### What to work on
Transcribe the listing that follows exactly, from its first line to its last.

### Extracted material
■ ■ ■ ■

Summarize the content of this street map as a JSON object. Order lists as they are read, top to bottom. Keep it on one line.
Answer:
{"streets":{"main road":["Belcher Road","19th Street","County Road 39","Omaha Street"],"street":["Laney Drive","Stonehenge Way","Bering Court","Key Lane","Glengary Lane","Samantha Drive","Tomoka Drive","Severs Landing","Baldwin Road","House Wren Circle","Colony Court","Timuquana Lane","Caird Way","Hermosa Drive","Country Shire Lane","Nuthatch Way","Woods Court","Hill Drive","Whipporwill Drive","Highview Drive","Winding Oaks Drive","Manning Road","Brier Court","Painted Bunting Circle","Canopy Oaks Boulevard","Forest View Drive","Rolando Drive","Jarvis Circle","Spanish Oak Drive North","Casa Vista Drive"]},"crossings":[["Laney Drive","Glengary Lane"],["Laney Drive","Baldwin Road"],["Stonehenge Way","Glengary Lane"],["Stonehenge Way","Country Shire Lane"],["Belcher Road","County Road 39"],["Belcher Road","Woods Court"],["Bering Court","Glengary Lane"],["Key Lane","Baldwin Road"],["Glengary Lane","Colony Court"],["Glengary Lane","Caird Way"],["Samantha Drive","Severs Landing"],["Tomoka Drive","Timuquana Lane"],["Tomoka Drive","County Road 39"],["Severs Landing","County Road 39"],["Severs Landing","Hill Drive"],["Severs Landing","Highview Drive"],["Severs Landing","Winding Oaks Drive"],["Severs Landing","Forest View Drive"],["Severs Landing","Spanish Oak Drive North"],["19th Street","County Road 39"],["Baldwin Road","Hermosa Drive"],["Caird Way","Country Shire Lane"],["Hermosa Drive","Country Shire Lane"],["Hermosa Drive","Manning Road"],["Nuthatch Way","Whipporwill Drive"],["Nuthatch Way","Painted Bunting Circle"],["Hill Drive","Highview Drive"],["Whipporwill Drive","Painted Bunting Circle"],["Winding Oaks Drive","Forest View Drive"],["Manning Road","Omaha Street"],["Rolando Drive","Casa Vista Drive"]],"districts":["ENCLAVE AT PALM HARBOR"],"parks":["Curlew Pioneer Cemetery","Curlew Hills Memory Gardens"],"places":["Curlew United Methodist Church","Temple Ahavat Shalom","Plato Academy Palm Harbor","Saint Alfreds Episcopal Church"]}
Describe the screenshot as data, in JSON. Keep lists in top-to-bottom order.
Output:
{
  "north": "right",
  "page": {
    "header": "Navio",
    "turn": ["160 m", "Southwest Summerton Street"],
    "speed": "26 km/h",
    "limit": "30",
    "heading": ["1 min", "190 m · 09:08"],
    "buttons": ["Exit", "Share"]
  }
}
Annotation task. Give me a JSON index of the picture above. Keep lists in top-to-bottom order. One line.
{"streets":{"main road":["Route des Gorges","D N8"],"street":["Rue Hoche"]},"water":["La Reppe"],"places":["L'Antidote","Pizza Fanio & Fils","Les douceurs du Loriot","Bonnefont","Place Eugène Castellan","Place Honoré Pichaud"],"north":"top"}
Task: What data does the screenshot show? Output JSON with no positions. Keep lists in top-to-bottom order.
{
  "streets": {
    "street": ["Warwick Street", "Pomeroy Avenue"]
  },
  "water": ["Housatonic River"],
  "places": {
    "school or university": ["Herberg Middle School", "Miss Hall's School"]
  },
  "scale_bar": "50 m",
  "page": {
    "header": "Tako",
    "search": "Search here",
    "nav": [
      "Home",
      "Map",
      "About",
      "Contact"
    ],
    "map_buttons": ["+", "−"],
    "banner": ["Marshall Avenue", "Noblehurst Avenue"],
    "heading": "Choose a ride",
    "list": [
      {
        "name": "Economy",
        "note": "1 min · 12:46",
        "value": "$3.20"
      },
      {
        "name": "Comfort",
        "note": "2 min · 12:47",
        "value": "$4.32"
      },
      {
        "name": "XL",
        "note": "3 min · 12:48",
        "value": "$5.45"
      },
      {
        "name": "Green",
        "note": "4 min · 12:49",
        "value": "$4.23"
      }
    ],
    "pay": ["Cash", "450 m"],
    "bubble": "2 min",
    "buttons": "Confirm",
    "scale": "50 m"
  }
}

■ ■ ■ ■

### Task output
Summarize the content of this street map as a JSON object. Order lists as they are read, top to bottom. Keep it on one line.
Answer:
{"streets":{"main road":["Belcher Road","19th Street","County Road 39","Omaha Street"],"street":["Laney Drive","Stonehenge Way","Bering Court","Key Lane","Glengary Lane","Samantha Drive","Tomoka Drive","Severs Landing","Baldwin Road","House Wren Circle","Colony Court","Timuquana Lane","Caird Way","Hermosa Drive","Country Shire Lane","Nuthatch Way","Woods Court","Hill Drive","Whipporwill Drive","Highview Drive","Winding Oaks Drive","Manning Road","Brier Court","Painted Bunting Circle","Canopy Oaks Boulevard","Forest View Drive","Rolando Drive","Jarvis Circle","Spanish Oak Drive North","Casa Vista Drive"]},"crossings":[["Laney Drive","Glengary Lane"],["Laney Drive","Baldwin Road"],["Stonehenge Way","Glengary Lane"],["Stonehenge Way","Country Shire Lane"],["Belcher Road","County Road 39"],["Belcher Road","Woods Court"],["Bering Court","Glengary Lane"],["Key Lane","Baldwin Road"],["Glengary Lane","Colony Court"],["Glengary Lane","Caird Way"],["Samantha Drive","Severs Landing"],["Tomoka Drive","Timuquana Lane"],["Tomoka Drive","County Road 39"],["Severs Landing","County Road 39"],["Severs Landing","Hill Drive"],["Severs Landing","Highview Drive"],["Severs Landing","Winding Oaks Drive"],["Severs Landing","Forest View Drive"],["Severs Landing","Spanish Oak Drive North"],["19th Street","County Road 39"],["Baldwin Road","Hermosa Drive"],["Caird Way","Country Shire Lane"],["Hermosa Drive","Country Shire Lane"],["Hermosa Drive","Manning Road"],["Nuthatch Way","Whipporwill Drive"],["Nuthatch Way","Painted Bunting Circle"],["Hill Drive","Highview Drive"],["Whipporwill Drive","Painted Bunting Circle"],["Winding Oaks Drive","Forest View Drive"],["Manning Road","Omaha Street"],["Rolando Drive","Casa Vista Drive"]],"districts":["ENCLAVE AT PALM HARBOR"],"parks":["Curlew Pioneer Cemetery","Curlew Hills Memory Gardens"],"places":["Curlew United Methodist Church","Temple Ahavat Shalom","Plato Academy Palm Harbor","Saint Alfreds Episcopal Church"]}
Describe the screenshot as data, in JSON. Keep lists in top-to-bottom order.
Output:
{
  "north": "right",
  "page": {
    "header": "Navio",
    "turn": ["160 m", "Southwest Summerton Street"],
    "speed": "26 km/h",
    "limit": "30",
    "heading": ["1 min", "190 m · 09:08"],
    "buttons": ["Exit", "Share"]
  }
}
Annotation task. Give me a JSON index of the picture above. Keep lists in top-to-bottom order. One line.
{"streets":{"main road":["Route des Gorges","D N8"],"street":["Rue Hoche"]},"water":["La Reppe"],"places":["L'Antidote","Pizza Fanio & Fils","Les douceurs du Loriot","Bonnefont","Place Eugène Castellan","Place Honoré Pichaud"],"north":"top"}
Task: What data does the screenshot show? Output JSON with no positions. Keep lists in top-to-bottom order.
{
  "streets": {
    "street": ["Warwick Street", "Pomeroy Avenue"]
  },
  "water": ["Housatonic River"],
  "places": {
    "school or university": ["Herberg Middle School", "Miss Hall's School"]
  },
  "scale_bar": "50 m",
  "page": {
    "header": "Tako",
    "search": "Search here",
    "nav": [
      "Home",
      "Map",
      "About",
      "Contact"
    ],
    "map_buttons": ["+", "−"],
    "banner": ["Marshall Avenue", "Noblehurst Avenue"],
    "heading": "Choose a ride",
    "list": [
      {
        "name": "Economy",
        "note": "1 min · 12:46",
        "value": "$3.20"
      },
      {
        "name": "Comfort",
        "note": "2 min · 12:47",
        "value": "$4.32"
      },
      {
        "name": "XL",
        "note": "3 min · 12:48",
        "value": "$5.45"
      },
      {
        "name": "Green",
        "note": "4 min · 12:49",
        "value": "$4.23"
      }
    ],
    "pay": ["Cash", "450 m"],
    "bubble": "2 min",
    "buttons": "Confirm",
    "scale": "50 m"
  }
}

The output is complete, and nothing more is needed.